Card class: Hero • Category: Performance

At a glance

Slow-Query Rate % is the share of SQL statements on your Databricks SQL warehouses that exceed a “slow” duration threshold, measured over a rolling 15-minute window. Where the latency-percentile cards tell you how slow the tail is, this card tells you how broad the slowness is. A p99 spike caused by one monster query barely moves the slow-query rate; a warehouse-wide slowdown pushes it up sharply. It is the single best “is this affecting lots of people or just one query?” signal in the Performance category.

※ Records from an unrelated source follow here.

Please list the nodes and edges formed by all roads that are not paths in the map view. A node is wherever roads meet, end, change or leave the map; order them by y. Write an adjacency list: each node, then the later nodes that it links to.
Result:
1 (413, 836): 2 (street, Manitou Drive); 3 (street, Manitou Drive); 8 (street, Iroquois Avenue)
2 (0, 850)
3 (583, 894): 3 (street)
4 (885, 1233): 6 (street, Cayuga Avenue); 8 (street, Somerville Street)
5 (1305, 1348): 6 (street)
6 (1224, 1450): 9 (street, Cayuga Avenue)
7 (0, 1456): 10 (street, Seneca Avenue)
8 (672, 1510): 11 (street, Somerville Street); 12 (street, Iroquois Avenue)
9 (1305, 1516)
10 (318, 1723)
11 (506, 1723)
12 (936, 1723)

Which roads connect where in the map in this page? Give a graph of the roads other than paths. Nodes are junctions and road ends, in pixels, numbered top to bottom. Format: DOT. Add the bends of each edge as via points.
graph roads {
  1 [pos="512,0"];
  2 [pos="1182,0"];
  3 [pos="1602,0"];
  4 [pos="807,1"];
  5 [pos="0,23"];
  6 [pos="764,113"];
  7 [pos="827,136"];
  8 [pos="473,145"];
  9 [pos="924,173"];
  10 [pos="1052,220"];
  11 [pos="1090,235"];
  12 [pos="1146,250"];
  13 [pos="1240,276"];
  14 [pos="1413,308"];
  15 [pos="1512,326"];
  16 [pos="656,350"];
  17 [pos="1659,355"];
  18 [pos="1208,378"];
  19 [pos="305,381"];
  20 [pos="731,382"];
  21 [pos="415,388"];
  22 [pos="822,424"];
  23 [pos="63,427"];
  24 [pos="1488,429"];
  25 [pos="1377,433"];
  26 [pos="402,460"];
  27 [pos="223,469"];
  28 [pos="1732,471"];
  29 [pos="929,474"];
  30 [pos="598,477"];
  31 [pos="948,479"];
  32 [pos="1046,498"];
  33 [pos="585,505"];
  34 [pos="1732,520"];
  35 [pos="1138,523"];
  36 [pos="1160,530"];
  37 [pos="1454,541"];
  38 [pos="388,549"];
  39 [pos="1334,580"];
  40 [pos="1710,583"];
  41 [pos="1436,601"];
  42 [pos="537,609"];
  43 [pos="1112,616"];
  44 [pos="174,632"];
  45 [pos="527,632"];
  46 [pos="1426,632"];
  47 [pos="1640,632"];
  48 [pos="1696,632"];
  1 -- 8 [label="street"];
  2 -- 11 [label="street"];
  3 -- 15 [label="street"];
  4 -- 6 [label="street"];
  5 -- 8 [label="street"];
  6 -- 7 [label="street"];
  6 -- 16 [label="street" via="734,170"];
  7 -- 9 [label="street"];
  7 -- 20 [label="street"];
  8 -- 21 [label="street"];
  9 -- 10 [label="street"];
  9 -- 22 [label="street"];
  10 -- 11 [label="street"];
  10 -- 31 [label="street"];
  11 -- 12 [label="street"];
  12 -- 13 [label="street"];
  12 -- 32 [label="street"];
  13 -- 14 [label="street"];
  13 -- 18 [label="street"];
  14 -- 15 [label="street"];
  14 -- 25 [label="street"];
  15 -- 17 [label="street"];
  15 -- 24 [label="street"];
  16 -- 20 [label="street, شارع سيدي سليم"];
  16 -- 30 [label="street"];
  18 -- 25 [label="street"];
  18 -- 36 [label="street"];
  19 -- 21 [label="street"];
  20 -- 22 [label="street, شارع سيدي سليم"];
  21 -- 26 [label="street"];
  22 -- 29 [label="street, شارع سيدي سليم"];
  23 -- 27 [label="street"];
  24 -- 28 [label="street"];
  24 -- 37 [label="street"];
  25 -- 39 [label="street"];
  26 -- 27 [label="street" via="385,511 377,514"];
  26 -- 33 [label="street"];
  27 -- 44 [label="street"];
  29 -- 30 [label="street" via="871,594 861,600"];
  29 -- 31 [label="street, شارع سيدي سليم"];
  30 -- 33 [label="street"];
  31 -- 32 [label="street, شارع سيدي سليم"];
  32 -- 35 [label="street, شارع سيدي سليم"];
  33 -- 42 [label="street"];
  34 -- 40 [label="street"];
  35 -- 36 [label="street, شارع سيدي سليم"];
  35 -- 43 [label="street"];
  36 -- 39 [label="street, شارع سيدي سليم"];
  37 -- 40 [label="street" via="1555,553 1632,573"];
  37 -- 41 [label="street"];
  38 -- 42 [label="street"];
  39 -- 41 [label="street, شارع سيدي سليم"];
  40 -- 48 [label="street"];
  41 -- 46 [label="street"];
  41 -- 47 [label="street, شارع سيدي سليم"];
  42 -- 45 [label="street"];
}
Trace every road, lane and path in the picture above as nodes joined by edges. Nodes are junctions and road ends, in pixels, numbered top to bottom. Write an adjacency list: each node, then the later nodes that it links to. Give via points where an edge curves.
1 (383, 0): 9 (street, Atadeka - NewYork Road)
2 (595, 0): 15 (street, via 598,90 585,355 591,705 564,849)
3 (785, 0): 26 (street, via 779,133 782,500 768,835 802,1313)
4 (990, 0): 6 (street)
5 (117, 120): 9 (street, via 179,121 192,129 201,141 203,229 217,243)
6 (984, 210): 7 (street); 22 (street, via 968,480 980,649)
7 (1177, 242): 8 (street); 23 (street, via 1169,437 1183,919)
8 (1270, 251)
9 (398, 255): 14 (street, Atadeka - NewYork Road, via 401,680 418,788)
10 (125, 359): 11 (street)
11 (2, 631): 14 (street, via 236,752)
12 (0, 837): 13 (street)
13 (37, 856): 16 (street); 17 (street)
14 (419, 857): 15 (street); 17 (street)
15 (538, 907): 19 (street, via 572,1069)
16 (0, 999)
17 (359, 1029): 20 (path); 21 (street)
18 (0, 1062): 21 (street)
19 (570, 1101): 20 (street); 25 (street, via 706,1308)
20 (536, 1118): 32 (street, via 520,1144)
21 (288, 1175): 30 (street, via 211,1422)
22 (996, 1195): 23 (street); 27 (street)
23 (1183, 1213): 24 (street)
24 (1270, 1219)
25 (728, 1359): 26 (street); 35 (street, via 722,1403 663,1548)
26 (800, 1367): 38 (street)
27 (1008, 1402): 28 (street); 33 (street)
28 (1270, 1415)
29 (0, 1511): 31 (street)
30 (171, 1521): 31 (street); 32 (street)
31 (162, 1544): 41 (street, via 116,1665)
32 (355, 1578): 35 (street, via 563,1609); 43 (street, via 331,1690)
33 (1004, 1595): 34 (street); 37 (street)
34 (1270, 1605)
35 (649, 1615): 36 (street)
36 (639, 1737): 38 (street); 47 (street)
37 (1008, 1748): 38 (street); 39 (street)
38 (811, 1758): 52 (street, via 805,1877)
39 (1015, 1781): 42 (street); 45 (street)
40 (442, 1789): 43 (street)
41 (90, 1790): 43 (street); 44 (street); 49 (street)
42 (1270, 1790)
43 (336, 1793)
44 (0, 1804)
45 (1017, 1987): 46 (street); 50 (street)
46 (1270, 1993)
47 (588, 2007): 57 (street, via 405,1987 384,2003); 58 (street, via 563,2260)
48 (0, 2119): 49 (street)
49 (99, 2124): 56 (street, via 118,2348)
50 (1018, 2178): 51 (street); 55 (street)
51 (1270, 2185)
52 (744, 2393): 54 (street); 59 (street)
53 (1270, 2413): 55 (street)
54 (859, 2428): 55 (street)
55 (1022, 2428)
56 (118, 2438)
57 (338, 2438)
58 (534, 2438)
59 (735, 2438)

What it tracks	The percentage of completed SQL statements classified as slow (duration above the slow threshold) over the window, for the warehouses in scope.
Data source	Databricks SQL query history (`system.query.history` / Query History API): count of statements over the slow threshold divided by total completed statements.
Time window	`15m` (rolling 15-minute window)
Alert trigger	`> 5%`. When more than 5% of queries are slow over the window, the on-call data engineer is notified.
Roles	owner, engineering
Card class	Hero and Sensitivity card: it drives the Performance health signal and both the slow threshold and the 5% alert level are configurable in the Sensitivity tab.

Calculation

Over the rolling 15-minute window, Vortex IQ reads completed statements from the warehouse query history, counts how many had a total duration above the configured “slow” threshold, and divides by the total number of completed statements:

Slow-Query Rate % = (queries with total_duration > slow_threshold)
                    / (total completed queries) * 100

“Total duration” is the same full wall-clock measure used by the latency-percentile cards: queue wait plus compilation plus execution plus result fetch. The slow threshold is a duration (for example 5 seconds) set in the Sensitivity tab; it defines what “slow” means for your workload and is independent of the 5% alert level, which defines how many slow queries you tolerate. This is a rate, not a latency, so it is robust to a single very slow query. One 60-second outlier in a window of 2,000 fast queries is a slow-query rate of 0.05%, well below threshold, even though it would dominate p99. That separation is the point: the percentile cards catch severity, this card catches prevalence.

Worked example

An online grocer runs a shared Serverless Small SQL warehouse serving operational dashboards across merchandising, supply chain, and finance. The slow threshold is set to 5 seconds. Snapshot taken on 28 May 26 at 16:20 BST.

Reading	Value
Total queries in window	1,640
Queries over 5s	138
Slow-Query Rate	8.4% (alert: above 5%)
p50 latency	1,900ms
p95 latency	7,100ms
Warehouse saturation	84%

The card is red at 8.4%, well over the 5% threshold, and the picture across the panel tells a coherent story. Unlike the isolated-p99 case, here the rate, p50, p95, and saturation all moved together.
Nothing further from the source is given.